Dennis Cakebread

Personal information
- Nationality: British (English)
- Born: Third quarter 1938 Coventry
- Education: King Henry VIII School, Coventry
- Occupation: Chartered Surveyor
- Years active: 40
- Employer: 1. Coventry City Council. 2.Inland Revenue District Valuer

Sport
- Sport: Athletics / Rugby Union
- Event: Long Jump
- Club: Coventry Godiva Harriers

= Dennis Cakebread =

English athlete

Dennis William Cakebread (born 1938), is a male former athlete who competed for England.

== Biography ==
Cakebread was a member of the Coventry Godiva Harriers and won the 1958 Midland long jump title.

He represented England athletics team] in the long jump at the 1958 British Empire and Commonwealth Games in Cardiff, Wales.

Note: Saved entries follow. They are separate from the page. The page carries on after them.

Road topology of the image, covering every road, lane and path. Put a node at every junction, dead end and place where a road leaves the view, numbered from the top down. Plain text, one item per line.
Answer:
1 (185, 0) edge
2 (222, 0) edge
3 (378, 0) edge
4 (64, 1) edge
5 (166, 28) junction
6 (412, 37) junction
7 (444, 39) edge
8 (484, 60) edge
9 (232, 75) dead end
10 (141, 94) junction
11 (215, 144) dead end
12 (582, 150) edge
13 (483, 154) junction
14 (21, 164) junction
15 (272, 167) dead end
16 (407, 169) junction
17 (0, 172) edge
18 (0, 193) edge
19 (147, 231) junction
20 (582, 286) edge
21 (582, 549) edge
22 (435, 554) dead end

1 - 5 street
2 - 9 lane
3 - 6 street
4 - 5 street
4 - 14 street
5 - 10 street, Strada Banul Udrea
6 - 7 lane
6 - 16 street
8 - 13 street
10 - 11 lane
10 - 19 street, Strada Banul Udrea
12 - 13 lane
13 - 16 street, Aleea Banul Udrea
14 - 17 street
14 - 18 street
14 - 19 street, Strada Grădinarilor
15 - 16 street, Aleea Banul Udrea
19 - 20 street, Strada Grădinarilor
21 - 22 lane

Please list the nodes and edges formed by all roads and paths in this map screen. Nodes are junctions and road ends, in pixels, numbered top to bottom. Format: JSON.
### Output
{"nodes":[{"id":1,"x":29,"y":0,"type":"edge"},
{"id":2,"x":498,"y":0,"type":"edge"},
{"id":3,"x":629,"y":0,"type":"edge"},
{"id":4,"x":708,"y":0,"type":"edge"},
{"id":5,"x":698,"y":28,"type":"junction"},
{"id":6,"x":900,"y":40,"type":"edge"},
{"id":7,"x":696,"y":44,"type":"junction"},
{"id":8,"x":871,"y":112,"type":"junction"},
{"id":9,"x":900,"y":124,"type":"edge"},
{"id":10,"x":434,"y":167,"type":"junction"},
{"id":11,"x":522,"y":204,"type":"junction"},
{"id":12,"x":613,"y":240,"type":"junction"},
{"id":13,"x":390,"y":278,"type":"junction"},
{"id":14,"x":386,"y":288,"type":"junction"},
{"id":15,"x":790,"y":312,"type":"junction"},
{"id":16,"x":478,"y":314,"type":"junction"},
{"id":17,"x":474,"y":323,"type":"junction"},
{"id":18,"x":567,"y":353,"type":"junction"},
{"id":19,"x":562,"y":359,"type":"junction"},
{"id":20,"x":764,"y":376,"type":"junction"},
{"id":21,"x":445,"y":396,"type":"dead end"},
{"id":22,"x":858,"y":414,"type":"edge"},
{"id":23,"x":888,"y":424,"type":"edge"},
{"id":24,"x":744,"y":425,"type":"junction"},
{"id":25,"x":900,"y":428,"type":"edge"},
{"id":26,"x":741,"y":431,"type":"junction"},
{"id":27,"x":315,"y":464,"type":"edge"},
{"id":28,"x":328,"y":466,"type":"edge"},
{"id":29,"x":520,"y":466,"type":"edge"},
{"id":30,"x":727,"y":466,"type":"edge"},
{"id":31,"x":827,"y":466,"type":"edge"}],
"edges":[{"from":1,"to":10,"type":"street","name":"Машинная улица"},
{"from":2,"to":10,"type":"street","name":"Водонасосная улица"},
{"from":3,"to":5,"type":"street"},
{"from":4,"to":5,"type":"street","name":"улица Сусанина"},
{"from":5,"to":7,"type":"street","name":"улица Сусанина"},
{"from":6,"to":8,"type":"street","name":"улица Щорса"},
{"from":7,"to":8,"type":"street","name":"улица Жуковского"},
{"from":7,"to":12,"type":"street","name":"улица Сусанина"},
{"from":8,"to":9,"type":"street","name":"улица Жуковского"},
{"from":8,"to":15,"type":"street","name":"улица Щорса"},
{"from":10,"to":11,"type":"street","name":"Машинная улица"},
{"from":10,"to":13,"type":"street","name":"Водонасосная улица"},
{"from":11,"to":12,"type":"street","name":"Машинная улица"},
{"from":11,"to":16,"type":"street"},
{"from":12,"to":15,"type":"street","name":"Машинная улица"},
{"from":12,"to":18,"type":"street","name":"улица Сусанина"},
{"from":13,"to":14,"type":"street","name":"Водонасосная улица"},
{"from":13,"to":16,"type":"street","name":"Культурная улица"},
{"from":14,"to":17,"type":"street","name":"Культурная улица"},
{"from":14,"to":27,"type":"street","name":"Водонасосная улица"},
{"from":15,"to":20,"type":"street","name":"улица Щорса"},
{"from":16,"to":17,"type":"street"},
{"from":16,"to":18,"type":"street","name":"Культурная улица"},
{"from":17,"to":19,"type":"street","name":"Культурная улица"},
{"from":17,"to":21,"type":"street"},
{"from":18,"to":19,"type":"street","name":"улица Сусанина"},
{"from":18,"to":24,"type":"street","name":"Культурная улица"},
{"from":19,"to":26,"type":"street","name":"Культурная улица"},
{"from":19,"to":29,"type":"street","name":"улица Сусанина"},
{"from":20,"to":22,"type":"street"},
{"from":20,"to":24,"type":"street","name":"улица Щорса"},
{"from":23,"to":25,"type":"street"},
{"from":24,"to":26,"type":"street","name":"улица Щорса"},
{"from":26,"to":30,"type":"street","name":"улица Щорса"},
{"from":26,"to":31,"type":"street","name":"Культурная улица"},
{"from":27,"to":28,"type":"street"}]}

In 1960 he joined the Royal Air Force for his 2 years National Service, serving as an Accounts Clerk. He performed his basic training at RAF Bridgenorth and Technical Training at RAF Cranwell. He continued his sporting activity by representing the Royal Air Force at both Triple Jump and Long Jump against the Army and Royal Navy in the Inter-Services Athletic Championships before going on to represent the Combined Services against the Amateur Athletic Association.